Every record below should be repeated exactly, with the pictures left out.

**RECORDS:**
******************************
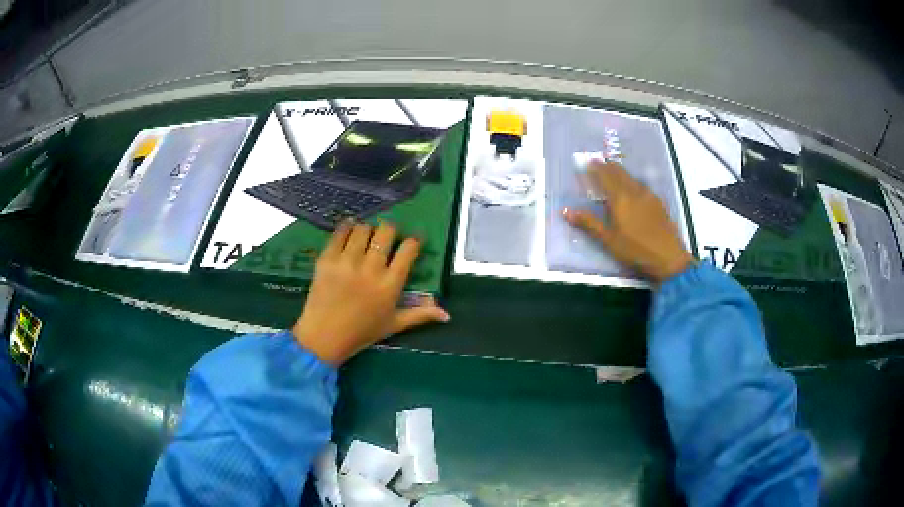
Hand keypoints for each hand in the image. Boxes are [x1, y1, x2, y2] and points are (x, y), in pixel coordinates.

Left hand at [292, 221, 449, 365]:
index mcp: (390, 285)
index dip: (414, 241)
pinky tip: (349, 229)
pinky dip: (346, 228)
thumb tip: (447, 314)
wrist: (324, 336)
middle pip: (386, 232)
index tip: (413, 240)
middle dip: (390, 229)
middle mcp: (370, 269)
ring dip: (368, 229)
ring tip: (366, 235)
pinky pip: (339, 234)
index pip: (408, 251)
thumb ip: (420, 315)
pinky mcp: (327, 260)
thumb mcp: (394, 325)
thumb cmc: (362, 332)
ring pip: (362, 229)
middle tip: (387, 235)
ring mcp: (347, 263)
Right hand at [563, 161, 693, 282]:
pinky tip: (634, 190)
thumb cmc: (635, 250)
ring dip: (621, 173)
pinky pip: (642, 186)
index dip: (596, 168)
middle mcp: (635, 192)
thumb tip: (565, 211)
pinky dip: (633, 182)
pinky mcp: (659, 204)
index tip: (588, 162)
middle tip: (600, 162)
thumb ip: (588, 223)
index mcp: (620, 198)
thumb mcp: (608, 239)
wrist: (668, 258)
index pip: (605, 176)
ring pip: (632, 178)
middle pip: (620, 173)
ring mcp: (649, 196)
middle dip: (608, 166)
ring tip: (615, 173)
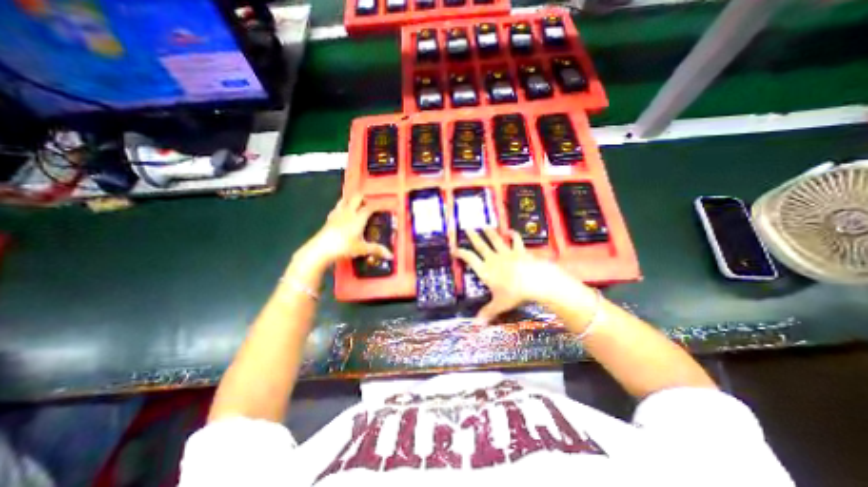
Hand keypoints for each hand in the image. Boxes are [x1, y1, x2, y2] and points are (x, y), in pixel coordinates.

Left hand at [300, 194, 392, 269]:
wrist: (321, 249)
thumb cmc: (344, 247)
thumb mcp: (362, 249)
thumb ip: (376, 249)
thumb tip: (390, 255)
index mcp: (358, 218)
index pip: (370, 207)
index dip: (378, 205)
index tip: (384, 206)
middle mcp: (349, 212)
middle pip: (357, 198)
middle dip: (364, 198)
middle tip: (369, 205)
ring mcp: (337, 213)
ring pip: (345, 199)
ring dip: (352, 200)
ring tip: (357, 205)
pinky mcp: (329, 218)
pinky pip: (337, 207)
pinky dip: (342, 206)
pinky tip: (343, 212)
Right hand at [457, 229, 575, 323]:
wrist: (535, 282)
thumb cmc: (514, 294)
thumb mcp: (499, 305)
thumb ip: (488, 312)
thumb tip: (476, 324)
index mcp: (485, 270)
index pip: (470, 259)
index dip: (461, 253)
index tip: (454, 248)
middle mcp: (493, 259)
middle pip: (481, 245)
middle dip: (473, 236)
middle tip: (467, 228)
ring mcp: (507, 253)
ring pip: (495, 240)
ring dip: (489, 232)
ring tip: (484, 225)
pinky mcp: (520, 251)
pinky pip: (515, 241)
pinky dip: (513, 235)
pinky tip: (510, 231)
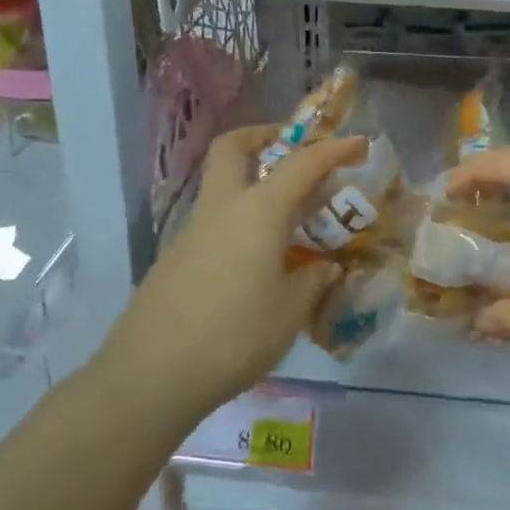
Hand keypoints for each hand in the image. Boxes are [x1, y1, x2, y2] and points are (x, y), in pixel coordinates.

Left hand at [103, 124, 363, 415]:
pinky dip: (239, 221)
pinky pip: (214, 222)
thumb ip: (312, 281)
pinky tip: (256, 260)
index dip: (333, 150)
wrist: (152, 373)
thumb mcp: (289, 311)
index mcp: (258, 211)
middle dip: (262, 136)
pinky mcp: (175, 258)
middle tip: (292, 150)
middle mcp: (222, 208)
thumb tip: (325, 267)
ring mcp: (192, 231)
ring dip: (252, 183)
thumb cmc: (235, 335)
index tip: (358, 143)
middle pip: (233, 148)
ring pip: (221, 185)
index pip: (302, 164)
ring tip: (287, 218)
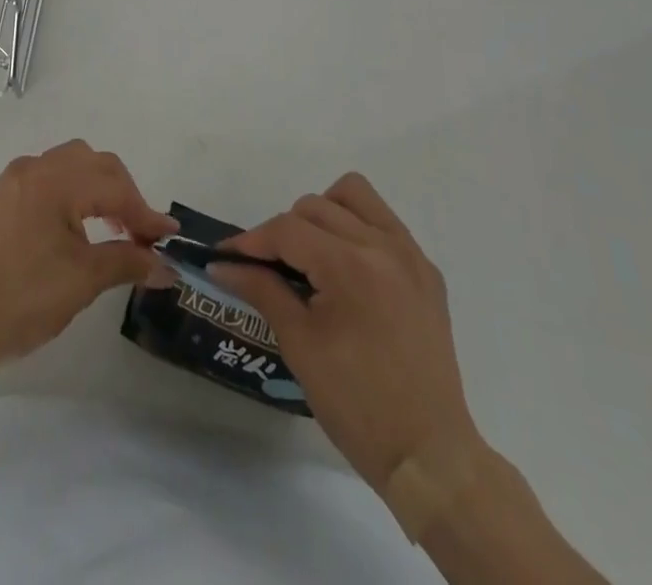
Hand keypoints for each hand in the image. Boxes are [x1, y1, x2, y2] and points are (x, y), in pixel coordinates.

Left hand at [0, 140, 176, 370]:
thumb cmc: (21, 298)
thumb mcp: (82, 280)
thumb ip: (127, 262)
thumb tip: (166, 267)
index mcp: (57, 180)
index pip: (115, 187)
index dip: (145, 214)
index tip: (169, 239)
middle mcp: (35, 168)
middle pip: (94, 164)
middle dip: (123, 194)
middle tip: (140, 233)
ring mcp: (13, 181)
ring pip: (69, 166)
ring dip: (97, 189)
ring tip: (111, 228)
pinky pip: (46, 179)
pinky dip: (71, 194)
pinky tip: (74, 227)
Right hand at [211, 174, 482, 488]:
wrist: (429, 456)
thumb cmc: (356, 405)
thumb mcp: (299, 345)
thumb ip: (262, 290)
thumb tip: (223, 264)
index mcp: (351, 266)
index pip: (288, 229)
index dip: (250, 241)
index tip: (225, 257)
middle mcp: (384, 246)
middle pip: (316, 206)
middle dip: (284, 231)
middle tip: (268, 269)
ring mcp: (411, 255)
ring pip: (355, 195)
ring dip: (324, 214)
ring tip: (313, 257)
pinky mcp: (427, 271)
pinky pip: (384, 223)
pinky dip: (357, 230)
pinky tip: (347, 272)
******************************
**RESPONSE BELOW:**
Hand keypoints for each hand in the image. Boxes are [x1, y1, x2, y2] and points are (x, y), in pixel coordinates.

Left hand at [292, 221, 449, 365]:
index mcp: (390, 285)
index dip: (414, 241)
pinky tip: (349, 229)
pinky dip: (346, 228)
thumb tip: (447, 314)
wrist: (324, 336)
middle pip: (386, 232)
index tip: (413, 240)
middle dip: (390, 229)
middle mcp: (370, 269)
ring dip: (368, 229)
ring tip: (366, 235)
pinky pip: (339, 234)
index pip: (408, 251)
thumb ip: (420, 315)
pinky mcp: (327, 260)
thumb mcp: (394, 325)
thumb cmc: (362, 332)
ring pip: (362, 229)
middle tip: (387, 235)
ring mcp: (347, 263)
Right hand at [563, 161, 693, 282]:
pinky tip: (634, 190)
thumb cmc: (635, 250)
ring dip: (621, 173)
pinky pip: (642, 186)
index dip: (596, 168)
middle mcp: (635, 192)
thumb tip: (565, 211)
pinky dip: (633, 182)
pinky mcp: (659, 204)
index tip: (588, 162)
middle tip: (600, 162)
thumb ip: (588, 223)
index mcp: (620, 198)
thumb mcp: (608, 239)
wrist: (668, 258)
index pip: (605, 176)
ring pip: (632, 178)
middle pip: (620, 173)
ring mcp: (649, 196)
middle dip: (608, 166)
ring tip: (615, 173)
Hand keypoints for each hand in the image. Boxes are [x1, y1, x2, y2] and points are (x, y), in pixel coordinates.

Left hand at [300, 194, 392, 269]:
wrist: (321, 249)
thumb cmc: (344, 247)
thumb mcp: (362, 249)
thumb ip: (376, 249)
thumb tip: (390, 255)
index mcp: (358, 218)
index pip: (370, 207)
index dip: (378, 205)
index tip: (384, 206)
middle mcp: (349, 212)
middle pip: (357, 198)
middle dip: (364, 198)
middle tip: (369, 205)
ring mcp: (337, 213)
ring pip: (345, 199)
ring dip: (352, 200)
ring tip: (357, 205)
pinky mcp: (329, 218)
pinky pip: (337, 207)
pinky dip: (342, 206)
pinky tip: (343, 212)
Right hand at [457, 229, 575, 323]:
wrist: (535, 282)
thumb cmc: (514, 294)
thumb mcp: (499, 305)
thumb ip: (488, 312)
thumb tip: (476, 324)
index mcp: (485, 270)
index pip: (470, 259)
index dip: (461, 253)
index tip: (454, 248)
middle mcp: (493, 259)
middle pip: (481, 245)
middle dip: (473, 236)
middle tip: (467, 228)
ring mcp: (507, 253)
ring pip: (495, 240)
ring dip: (489, 232)
ring tip: (484, 225)
pinky mcp: (520, 251)
pinky pip: (515, 241)
pinky dip: (513, 235)
pinky tip: (510, 231)
Hand keypoints for each hand in the image. Boxes are [x1, y1, x2, y2] and points are (x, y), in pixel coordinates.

Left hand at [103, 124, 363, 415]:
pinky dip: (239, 221)
pinky pip: (214, 222)
thumb ip: (312, 281)
pinky tip: (256, 260)
index dip: (333, 150)
wrist: (152, 373)
thumb mcp: (289, 311)
index mcp: (258, 211)
middle dip: (262, 136)
pinky mcp: (175, 258)
middle tip: (292, 150)
middle mcp: (222, 208)
thumb tip: (325, 267)
ring mcp: (192, 231)
ring dip: (252, 183)
thumb cmc: (235, 335)
index tip: (358, 143)
middle pip: (233, 148)
ring pip: (221, 185)
index pip: (302, 164)
ring tip: (287, 218)
Hand keypoints for each hand in the image. Boxes are [x1, y1, x2, y2] and points are (x, y), in pixel coordinates.

Left hand at [0, 140, 176, 370]:
thumb cmc: (21, 298)
thumb mcp: (82, 280)
thumb ip: (127, 262)
thumb tip: (166, 267)
index mcp: (57, 180)
index pip: (115, 187)
index dip: (145, 214)
index tip: (169, 239)
middle mcp: (35, 168)
middle pip: (94, 164)
middle dip: (123, 194)
middle tip: (140, 233)
ring mcp: (13, 181)
ring pip: (69, 166)
ring dip: (97, 189)
ring tip: (111, 228)
pinky pip: (46, 179)
pinky dip: (71, 194)
pinky tip: (74, 227)
Right hand at [211, 174, 482, 488]:
wrist: (429, 456)
thumb cmc: (356, 405)
thumb mcp: (299, 345)
thumb ip: (262, 290)
thumb tip: (223, 264)
index mcp: (351, 266)
index pip: (288, 229)
index dip: (250, 241)
index tip: (225, 257)
middle mcp: (384, 246)
middle pip: (316, 206)
middle dip: (284, 231)
middle tip: (268, 269)
ring mcp: (411, 255)
ring pip: (355, 195)
ring dip: (324, 214)
ring tip: (313, 257)
pinky mcp: (427, 271)
pinky pip: (384, 223)
pinky dip: (357, 230)
pinky tip: (347, 272)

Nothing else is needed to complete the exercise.